December 20, 2023
It has been a full year since I qualified as a music therapist from Roehampton and joined the Ealing Music Therapy (EMT) service team. This year, I have thoroughly enjoyed working for this service and look forward to many more happy years at Ealing Music Therapy.
My first clinical role was to work as a Music Therapist at Springhallow School. I have learnt a lot in my first year at Springhallow and have been fully supported by the staff.
I was given the opportunity to present my work from Springhallow at our Annual General Meeting. It was a privilege to present my work in front of my peers, colleagues and other people that joined us in the meeting. This was the first time that I had presented my work since I finished university. As a result, I felt apprehensive about the presentation but felt fully supported by my colleagues.
In this blog, I have written a case study based on that presentation that was titled ‘Building a Relationship’.
Building a relationship
Clare was a 6 year old with a diagnosis of Autism. She attends a school for pupils aged 4-16 years with a diagnosis of Autism and the pupils at the school have learning disabilities ranging from moderate to severe.

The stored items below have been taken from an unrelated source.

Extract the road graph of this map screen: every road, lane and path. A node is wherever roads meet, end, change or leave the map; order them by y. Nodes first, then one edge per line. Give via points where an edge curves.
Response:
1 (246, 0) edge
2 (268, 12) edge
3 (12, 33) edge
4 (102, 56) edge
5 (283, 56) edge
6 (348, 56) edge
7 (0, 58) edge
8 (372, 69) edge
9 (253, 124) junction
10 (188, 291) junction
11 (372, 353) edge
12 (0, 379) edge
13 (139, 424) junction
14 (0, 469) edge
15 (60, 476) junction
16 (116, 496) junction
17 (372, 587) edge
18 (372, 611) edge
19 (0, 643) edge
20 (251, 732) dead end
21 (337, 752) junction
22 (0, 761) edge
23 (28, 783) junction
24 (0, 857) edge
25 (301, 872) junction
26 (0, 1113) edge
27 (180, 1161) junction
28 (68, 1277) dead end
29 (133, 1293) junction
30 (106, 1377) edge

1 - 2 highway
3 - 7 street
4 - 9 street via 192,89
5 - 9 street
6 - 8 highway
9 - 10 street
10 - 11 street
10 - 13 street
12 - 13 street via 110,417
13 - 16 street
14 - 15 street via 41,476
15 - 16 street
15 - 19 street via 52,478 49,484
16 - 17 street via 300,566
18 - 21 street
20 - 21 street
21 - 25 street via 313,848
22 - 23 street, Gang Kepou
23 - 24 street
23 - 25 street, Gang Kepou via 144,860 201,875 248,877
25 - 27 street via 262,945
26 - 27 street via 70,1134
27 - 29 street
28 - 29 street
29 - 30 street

Clare is sensory seeking and often seeks out her own motivators. This results in her having fleeting and self-directed behaviour. She is able to engage in her own activities for long periods of time, but needs support to attend adult led activities.
Reasons for referral
Clare had attended music therapy in previous academic years. During this time, the staff noticed that she was making positive steps of progress with her communication. For example, she enjoyed singing and saying new words. Her parents also noticed these positive changes at home too.

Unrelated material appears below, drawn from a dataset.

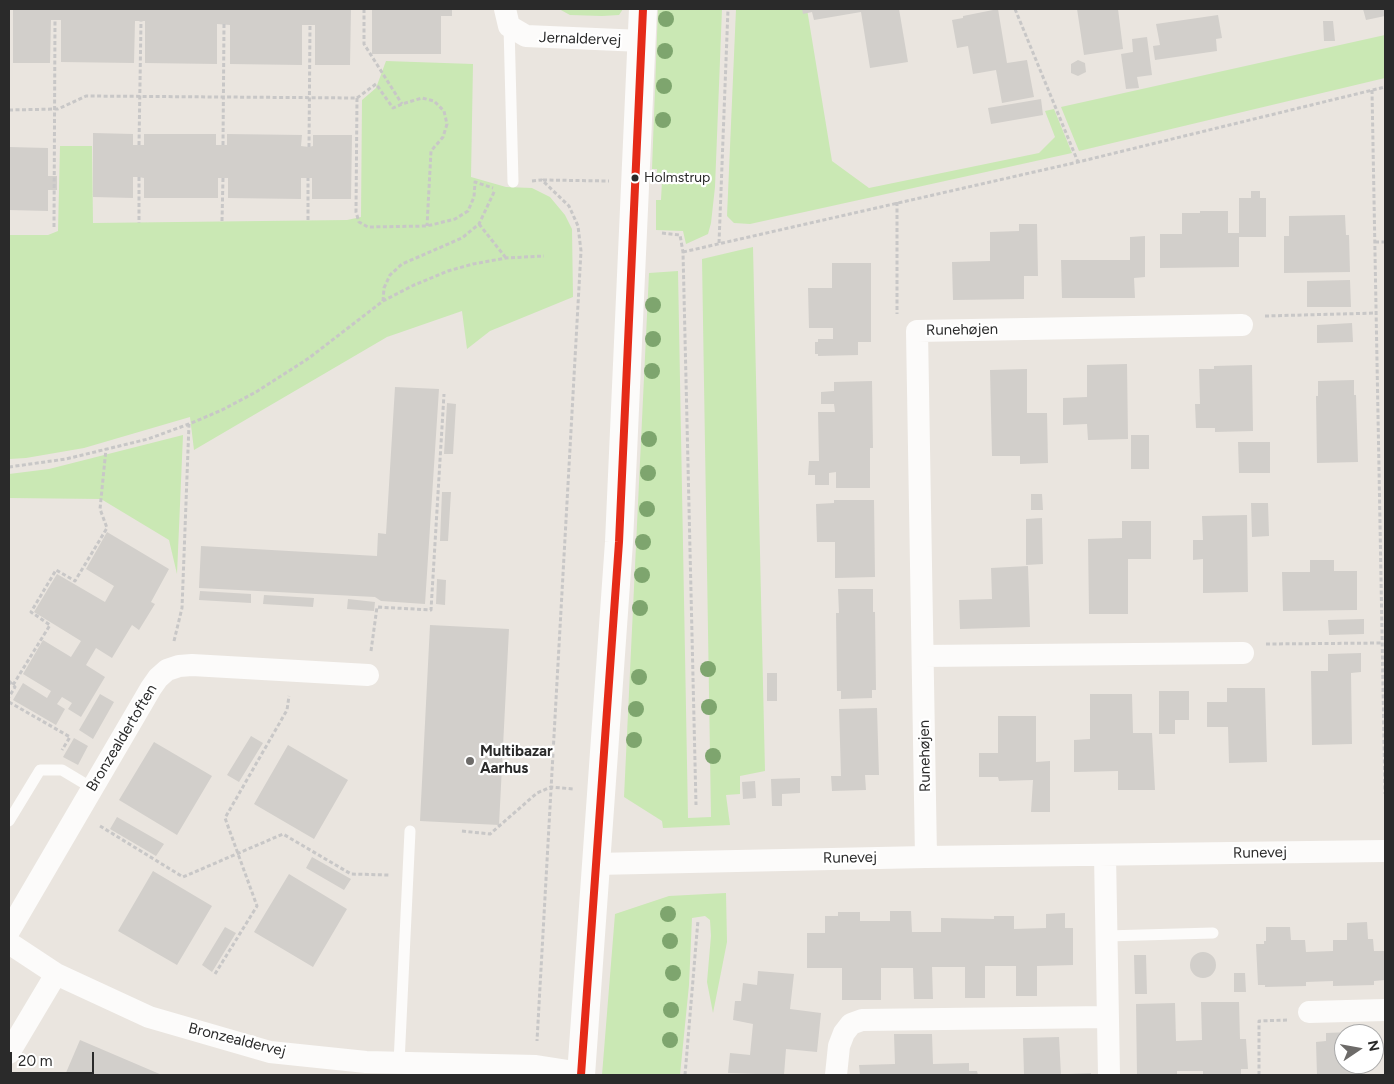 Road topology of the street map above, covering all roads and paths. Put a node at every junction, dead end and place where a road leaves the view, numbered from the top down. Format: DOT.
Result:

Clare rarely demonstrates joint attention and it was felt that music therapy could assist Clare in continuing to develop her communication skills and joint interactions.
Finding our way
Clare was always keen to come to music therapy. However, she generally became very anxious during transitions and change. She therefore needed some time outside in the play area before coming to the music therapy room. In our initial sessions, Clare began cautiously. She did not want to play the same instruments with me and whenever I presented an instrument to her, she looked, then ran to the other side of the room. When I attempted to play the piano with her, she moved my hand away. She also covered her ears whenever I attempted to sing any songs.
Although it was very difficult to engage with Clare, we did manage to briefly interact during the early sessions. Clare enjoyed saying words that I would repeat. Whenever I repeated the words that she would say, she would change the word and wait for my response.
This interaction provided Clare with a response that was not just imitating her words, but a form of back-and-forth communication.
This interaction was the beginnings of a developing therapeutic relationship and showed us the potential music therapy would have for Clare.
Developing our relationship
As the sessions continued, I would follow Clare around the space in an attempt to get some musical interaction, however, she would run from one end of the room to the other. I decided to let Clare be free to express herself in the therapy space and to stop following her in a forced attempt to engage. Instead, I sat at the piano with a percussion instrument and attuned with her through the musical imitations of her movements, the words she was saying and melodies she’d hum to herself. As a result, the dynamic of the sessions began to shift and Clare began to initiate different musical responses between us.
By providing a safe and therapeutic environment for Clare to freely explore, allowed a developing relationship to emerge. By facilitating Clare’s wants and needs, Clare was able to manage her anxieties and begin to communicate and musically interact with me.
Since Clare enjoyed exploring the therapy space, I set up the instruments at either end of the room and in the middle. I also put some cards and puppets on a chair with the songs she enjoyed singing. During this point in the music therapy sessions, Clare would go straight to the chairs that contained all the various cards and song choices. I would be sat in front of the keyboard and Clare would walk over to me saying the first name of the song. Once I began to sing, Clare would run across the room with the card in her hand and fall on the floor. As I was singing, I’d interrupt the song by musically mirroring Clare’s movement which elicited a response from Clare in the form of laughter. This interaction lasted for the whole session with Clare often coming next to me, making eye contact, smiling and attempting to communicate what she wanted.
This interaction facilitated prolonged joint attention between us on the same task. During these interactions, it seemed that I had become a secure base for Clare which facilitated her creative play in the therapy space before she’d return to me.
Summary of the work
Clare is nine months into her music therapy sessions. In this time, she has demonstrated a developing therapeutic relationship with me. Within this relationship, Clare has been free to explore the therapy space and demonstrated independence and creative play. This therapeutic environment has facilitated and encouraged her to communicate with me verbally and musically. Clare has shown joint attention and interactions in the various musical tasks and has been able to manage her anxieties. This has been achieved through song singing, free improvised musical dialogues and creative play.